Hurricane Blanca remnants will likely make it to Minnesota

The major hurricane that is now a tropical storm and just made the earliest landfall for the tropical season in Mexico history may be heading this way. Now I'm by no means suggesting that she will still be a tropical system when she gets here. But her leftovers have their sights set on appearing in Minnesota skies. So how is this possible?

Well, when any sort of storm system dies, tropical or otherwise, it doesn't just disappear completely. The atmosphere is like a fluid, therefore, anything that falls apart just gets absorbed back into the system and continues on in the same general direction that it was heading. But of course, since it's a fluid, every single motion affects one another. So while the hurricane falls apart, its leftover moisture, gets absorbed by other pieces of the atmosphere before it's eventually rained out. Those remnants, that leftover moisture, is likely headed for Minnesota.

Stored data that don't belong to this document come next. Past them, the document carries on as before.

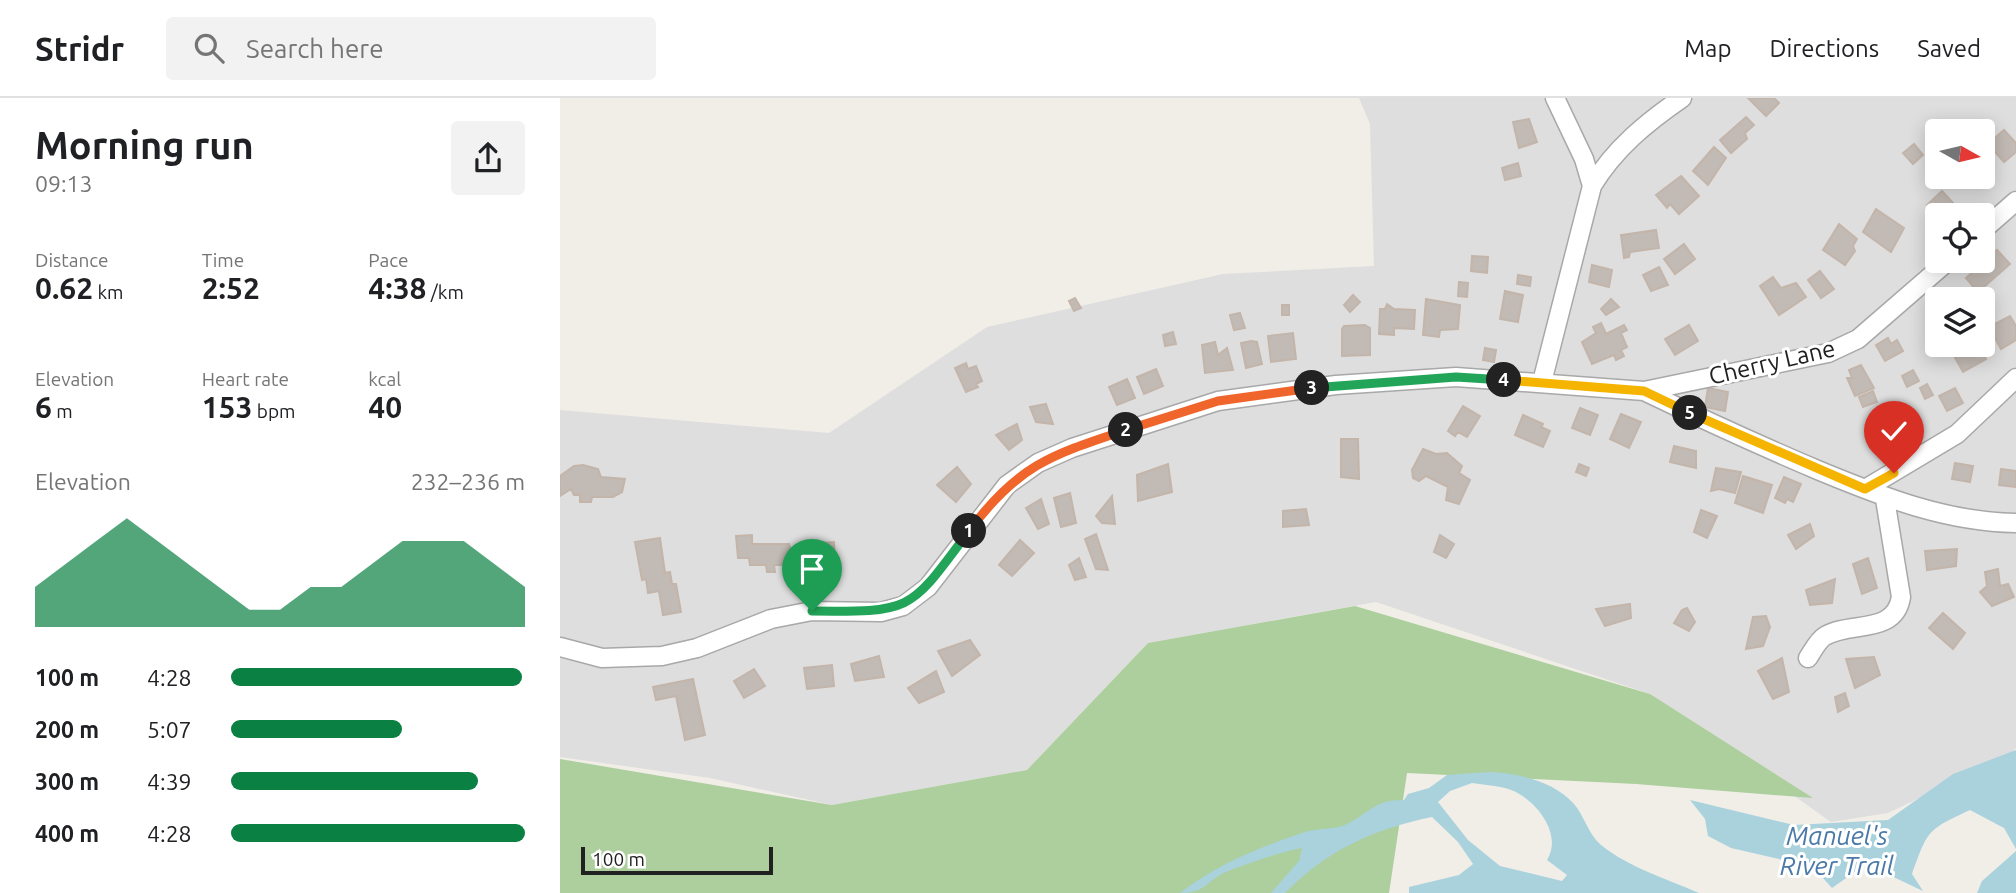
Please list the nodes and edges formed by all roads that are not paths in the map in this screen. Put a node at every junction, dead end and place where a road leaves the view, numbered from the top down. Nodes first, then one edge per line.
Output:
1 (1555, 98) edge
2 (1682, 98) edge
3 (1592, 186) junction
4 (2016, 201) edge
5 (1995, 219) edge
6 (1934, 273) edge
7 (2016, 378) edge
8 (1542, 382) junction
9 (1644, 391) junction
10 (1865, 489) junction
11 (1885, 499) junction
12 (2016, 523) edge
13 (560, 647) edge
14 (1808, 658) dead end

1 - 3 street
2 - 3 street
3 - 8 street
4 - 5 street
6 - 9 street, Cherry Lane
7 - 10 street
8 - 9 street, Cherry Lane
8 - 13 street, Cherry Lane
9 - 10 street
10 - 11 street
11 - 12 street
11 - 14 street

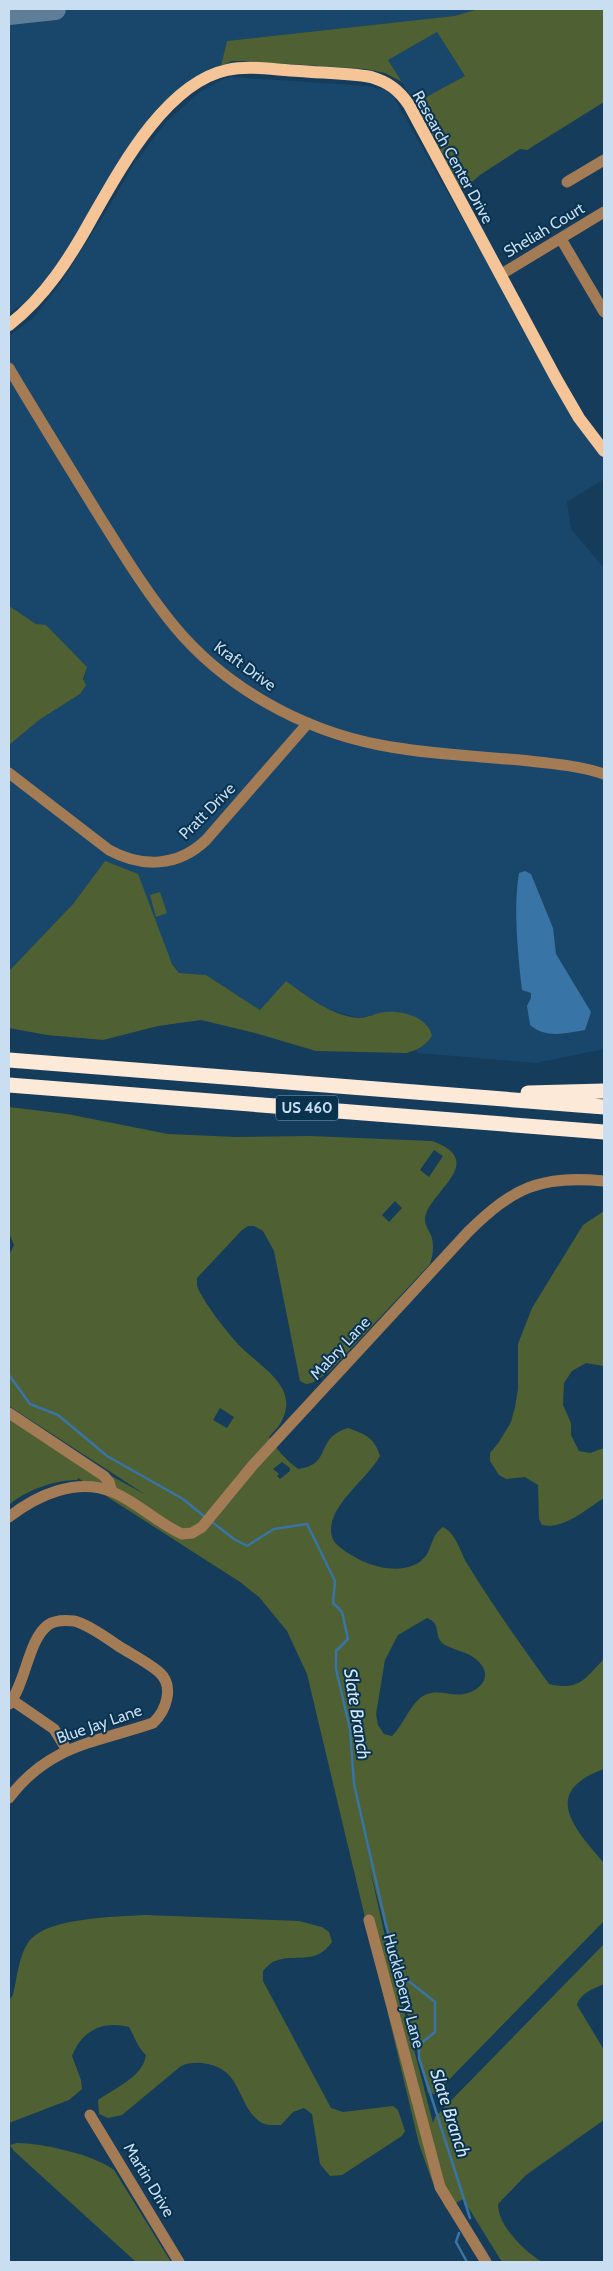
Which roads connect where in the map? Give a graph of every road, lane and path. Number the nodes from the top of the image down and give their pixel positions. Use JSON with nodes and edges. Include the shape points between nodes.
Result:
{"nodes":[{"id":1,"x":604,"y":160,"type":"edge"},
{"id":2,"x":567,"y":182,"type":"dead end"},
{"id":3,"x":604,"y":212,"type":"edge"},
{"id":4,"x":561,"y":239,"type":"junction"},
{"id":5,"x":500,"y":275,"type":"junction"},
{"id":6,"x":604,"y":312,"type":"edge"},
{"id":7,"x":9,"y":325,"type":"edge"},
{"id":8,"x":9,"y":368,"type":"edge"},
{"id":9,"x":603,"y":447,"type":"edge"},
{"id":10,"x":308,"y":724,"type":"junction"},
{"id":11,"x":9,"y":773,"type":"edge"},
{"id":12,"x":604,"y":774,"type":"edge"},
{"id":13,"x":9,"y":1060,"type":"edge"},
{"id":14,"x":9,"y":1085,"type":"edge"},
{"id":15,"x":604,"y":1091,"type":"edge"},
{"id":16,"x":463,"y":1096,"type":"junction"},
{"id":17,"x":604,"y":1107,"type":"edge"},
{"id":18,"x":604,"y":1132,"type":"edge"},
{"id":19,"x":604,"y":1180,"type":"edge"},
{"id":20,"x":9,"y":1413,"type":"edge"},
{"id":21,"x":112,"y":1492,"type":"junction"},
{"id":22,"x":9,"y":1517,"type":"edge"},
{"id":23,"x":10,"y":1702,"type":"edge"},
{"id":24,"x":67,"y":1750,"type":"junction"},
{"id":25,"x":9,"y":1798,"type":"edge"},
{"id":26,"x":369,"y":1920,"type":"dead end"},
{"id":27,"x":90,"y":2115,"type":"dead end"},
{"id":28,"x":179,"y":2262,"type":"edge"},
{"id":29,"x":486,"y":2262,"type":"edge"}],
"edges":[{"from":1,"to":2,"type":"street","name":"Sheliah Court"},
{"from":3,"to":4,"type":"street","name":"Sheliah Court"},
{"from":4,"to":5,"type":"street","name":"Sheliah Court"},
{"from":4,"to":6,"type":"street"},
{"from":5,"to":7,"type":"main road","name":"Research Center Drive","via":[[409,105],[394,87],[365,76],[238,68],[208,77],[176,99],[160,115],[122,167],[62,268],[38,299]]},
{"from":5,"to":9,"type":"main road","name":"Research Center Drive","via":[[575,410]]},
{"from":8,"to":10,"type":"street","name":"Kraft Drive","via":[[115,541],[176,628],[210,663],[236,682],[275,708]]},
{"from":10,"to":11,"type":"street","name":"Pratt Drive","via":[[206,840],[186,855],[164,862],[140,862],[109,850]]},
{"from":10,"to":12,"type":"street","name":"Kraft Drive","via":[[358,740],[398,748],[548,763]]},
{"from":13,"to":16,"type":"highway","number":"US 460"},
{"from":14,"to":18,"type":"highway","number":"US 460"},
{"from":15,"to":16,"type":"highway"},
{"from":16,"to":17,"type":"highway","number":"US 460"},
{"from":19,"to":21,"type":"street","name":"Mabry Lane","via":[[560,1179],[540,1183],[505,1198],[468,1232],[253,1465],[198,1531],[188,1534],[177,1531]]},
{"from":20,"to":21,"type":"street","via":[[104,1476]]},
{"from":21,"to":22,"type":"street","via":[[81,1487],[63,1489],[28,1502]]},
{"from":23,"to":24,"type":"street","via":[[54,1728]]},
{"from":23,"to":24,"type":"street","name":"Blue Jay Lane","via":[[42,1630],[58,1620],[75,1621],[161,1673],[168,1689],[166,1706],[153,1723]]},
{"from":24,"to":25,"type":"street","name":"Blue Jay Lane","via":[[24,1779]]},
{"from":26,"to":29,"type":"street","name":"Huckleberry Lane","via":[[440,2187]]},
{"from":27,"to":28,"type":"street","name":"Martin Drive"}]}
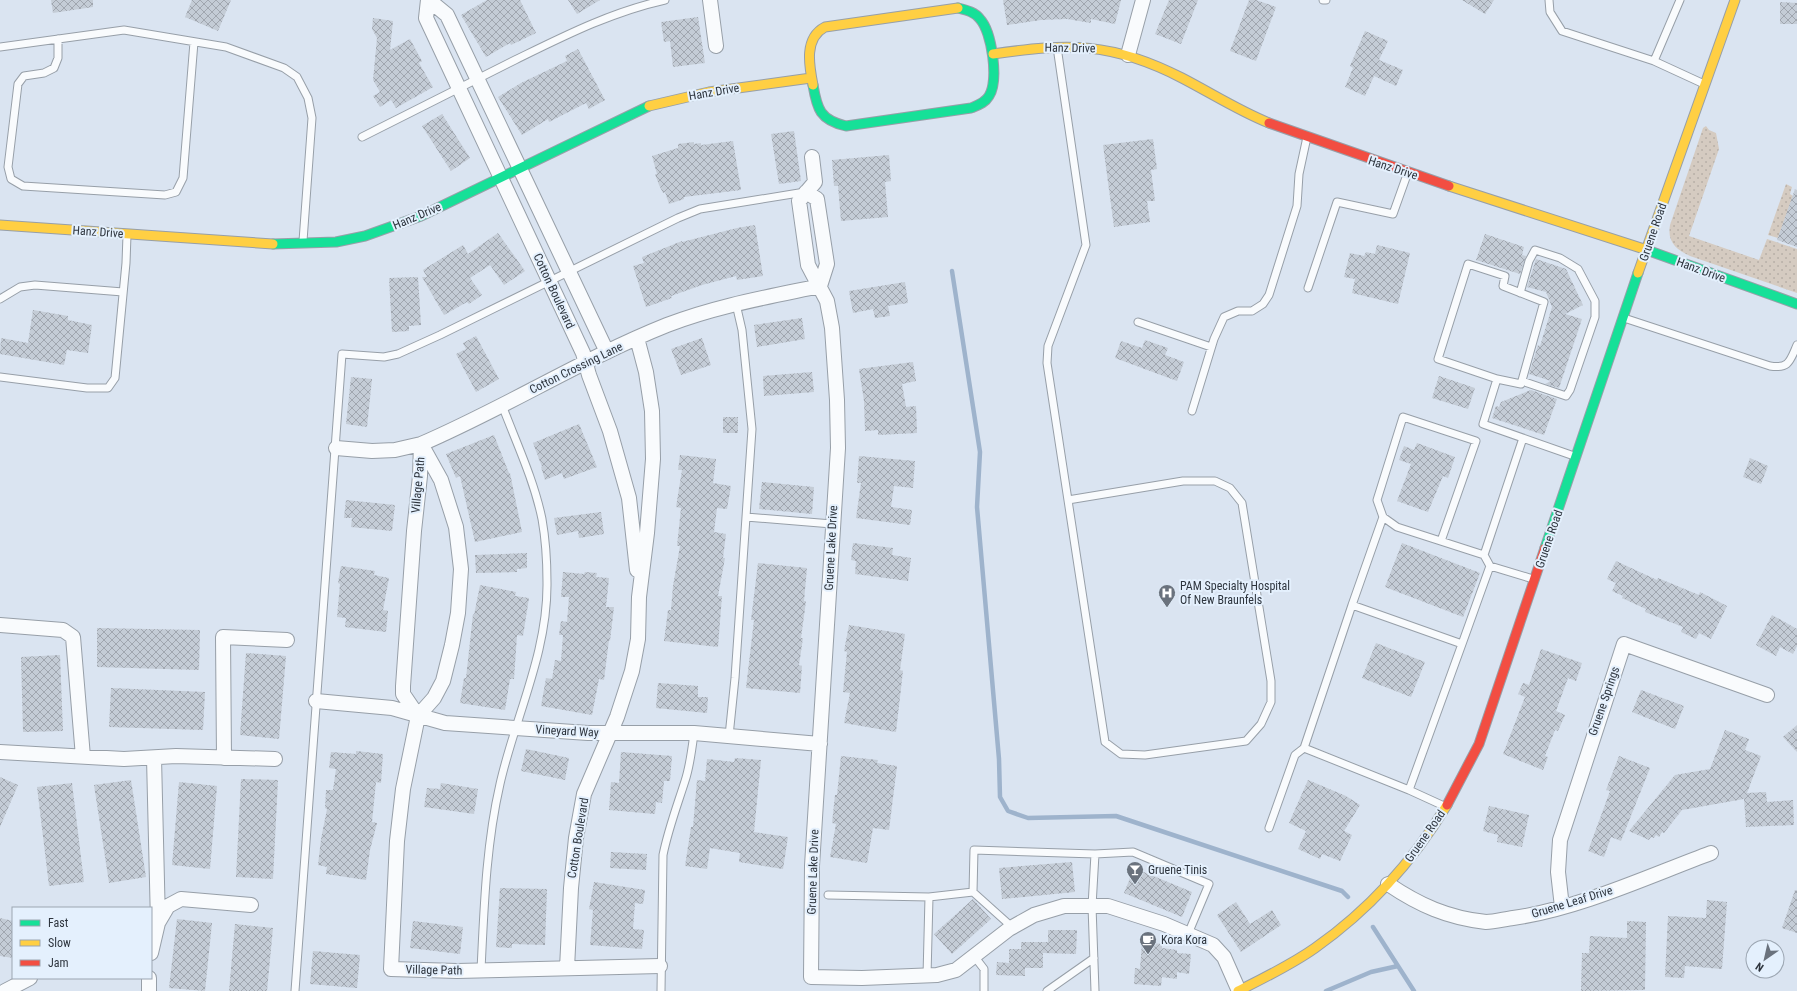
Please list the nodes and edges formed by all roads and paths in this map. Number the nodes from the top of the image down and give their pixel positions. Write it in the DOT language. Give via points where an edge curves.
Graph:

So here is a vorticity map of the United States Monday morning…

 

Vorticity is a fancy meteorological term for spin… it shows areas of spin… aka low pressure centers. You can see the one I have circled that shows up as a blob of color. That is the tightly packed area of low pressure that we call a hurricane. This hurricane is pushing north and will be impacting the Mexican coast. But now look at the forecast for early Wednesday morning…

 

A trough moved into the inter-mountain west that you see circled, but far less organized than a hurricane so there's little bits of color all over the place. BUT, the leftover components (the moisture) from Blanca was sucked up by this trough. The trough is moving eastward toward the plains and will have to drop its heavy moisture somewhere. Well, its current target is the Upper Midwest. Check out the rainfall potential by the end of the week…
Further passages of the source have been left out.